Exercise goal: A verbatim copy of the full data, with no pictures, is the expected answer.

Input for this task:
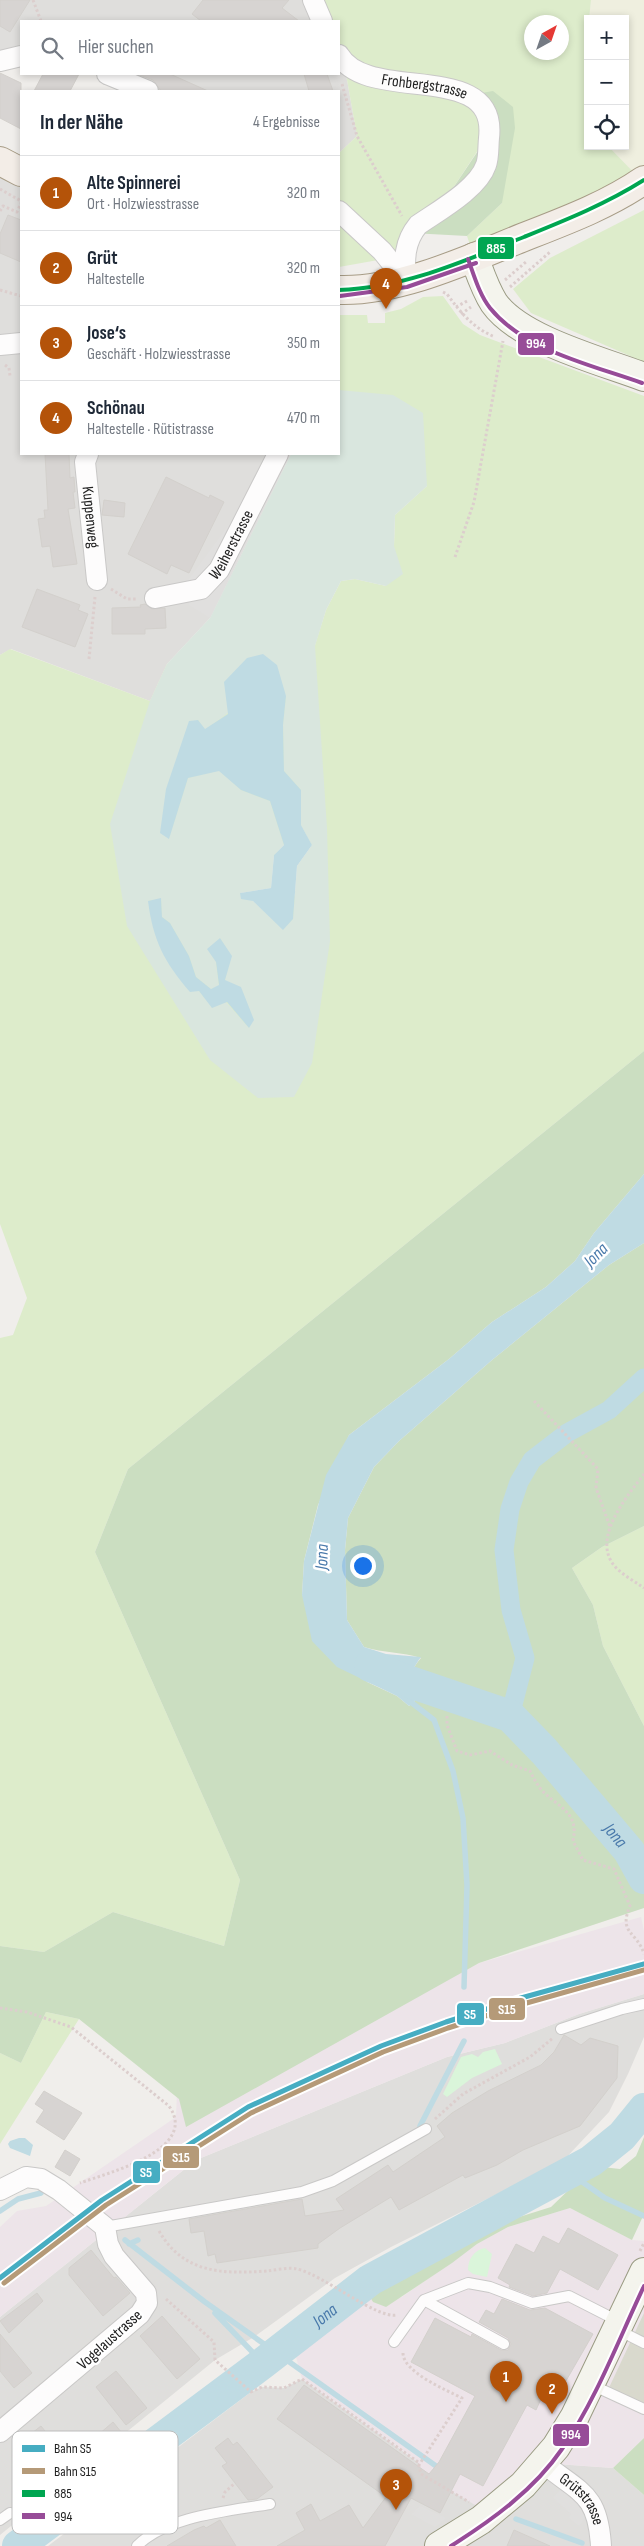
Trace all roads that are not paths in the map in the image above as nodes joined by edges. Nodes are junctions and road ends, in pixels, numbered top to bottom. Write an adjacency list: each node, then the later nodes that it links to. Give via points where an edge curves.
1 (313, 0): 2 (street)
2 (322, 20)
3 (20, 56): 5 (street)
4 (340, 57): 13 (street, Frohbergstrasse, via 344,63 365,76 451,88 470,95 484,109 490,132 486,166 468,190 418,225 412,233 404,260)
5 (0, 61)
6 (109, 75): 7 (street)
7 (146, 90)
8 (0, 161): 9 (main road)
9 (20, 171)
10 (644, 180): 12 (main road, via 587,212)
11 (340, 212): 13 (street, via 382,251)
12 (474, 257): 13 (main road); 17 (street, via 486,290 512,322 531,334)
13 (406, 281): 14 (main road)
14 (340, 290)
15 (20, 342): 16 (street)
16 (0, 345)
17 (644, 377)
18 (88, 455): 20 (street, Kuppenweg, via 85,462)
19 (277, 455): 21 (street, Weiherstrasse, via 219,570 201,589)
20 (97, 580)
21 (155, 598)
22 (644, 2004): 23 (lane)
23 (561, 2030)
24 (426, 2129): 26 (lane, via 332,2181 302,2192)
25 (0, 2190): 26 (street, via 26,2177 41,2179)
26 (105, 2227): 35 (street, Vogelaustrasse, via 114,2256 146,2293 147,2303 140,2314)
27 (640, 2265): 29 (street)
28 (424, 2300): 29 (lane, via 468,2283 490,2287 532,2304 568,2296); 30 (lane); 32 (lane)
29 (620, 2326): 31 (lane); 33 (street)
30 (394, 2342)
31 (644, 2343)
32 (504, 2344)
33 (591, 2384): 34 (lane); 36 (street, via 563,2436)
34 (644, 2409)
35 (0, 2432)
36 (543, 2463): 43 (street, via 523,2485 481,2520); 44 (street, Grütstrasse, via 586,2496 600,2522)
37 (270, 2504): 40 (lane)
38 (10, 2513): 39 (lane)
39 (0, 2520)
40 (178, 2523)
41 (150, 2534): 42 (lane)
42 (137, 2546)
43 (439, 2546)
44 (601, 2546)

Reply:
Trace all roads that are not paths in the map in the image above as nodes joined by edges. Nodes are junctions and road ends, in pixels, numbered top to bottom. Write an adjacency list: each node, then the later nodes that it links to. Give via points where an edge curves.
1 (313, 0): 2 (street)
2 (322, 20)
3 (20, 56): 5 (street)
4 (340, 57): 13 (street, Frohbergstrasse, via 344,63 365,76 451,88 470,95 484,109 490,132 486,166 468,190 418,225 412,233 404,260)
5 (0, 61)
6 (109, 75): 7 (street)
7 (146, 90)
8 (0, 161): 9 (main road)
9 (20, 171)
10 (644, 180): 12 (main road, via 587,212)
11 (340, 212): 13 (street, via 382,251)
12 (474, 257): 13 (main road); 17 (street, via 486,290 512,322 531,334)
13 (406, 281): 14 (main road)
14 (340, 290)
15 (20, 342): 16 (street)
16 (0, 345)
17 (644, 377)
18 (88, 455): 20 (street, Kuppenweg, via 85,462)
19 (277, 455): 21 (street, Weiherstrasse, via 219,570 201,589)
20 (97, 580)
21 (155, 598)
22 (644, 2004): 23 (lane)
23 (561, 2030)
24 (426, 2129): 26 (lane, via 332,2181 302,2192)
25 (0, 2190): 26 (street, via 26,2177 41,2179)
26 (105, 2227): 35 (street, Vogelaustrasse, via 114,2256 146,2293 147,2303 140,2314)
27 (640, 2265): 29 (street)
28 (424, 2300): 29 (lane, via 468,2283 490,2287 532,2304 568,2296); 30 (lane); 32 (lane)
29 (620, 2326): 31 (lane); 33 (street)
30 (394, 2342)
31 (644, 2343)
32 (504, 2344)
33 (591, 2384): 34 (lane); 36 (street, via 563,2436)
34 (644, 2409)
35 (0, 2432)
36 (543, 2463): 43 (street, via 523,2485 481,2520); 44 (street, Grütstrasse, via 586,2496 600,2522)
37 (270, 2504): 40 (lane)
38 (10, 2513): 39 (lane)
39 (0, 2520)
40 (178, 2523)
41 (150, 2534): 42 (lane)
42 (137, 2546)
43 (439, 2546)
44 (601, 2546)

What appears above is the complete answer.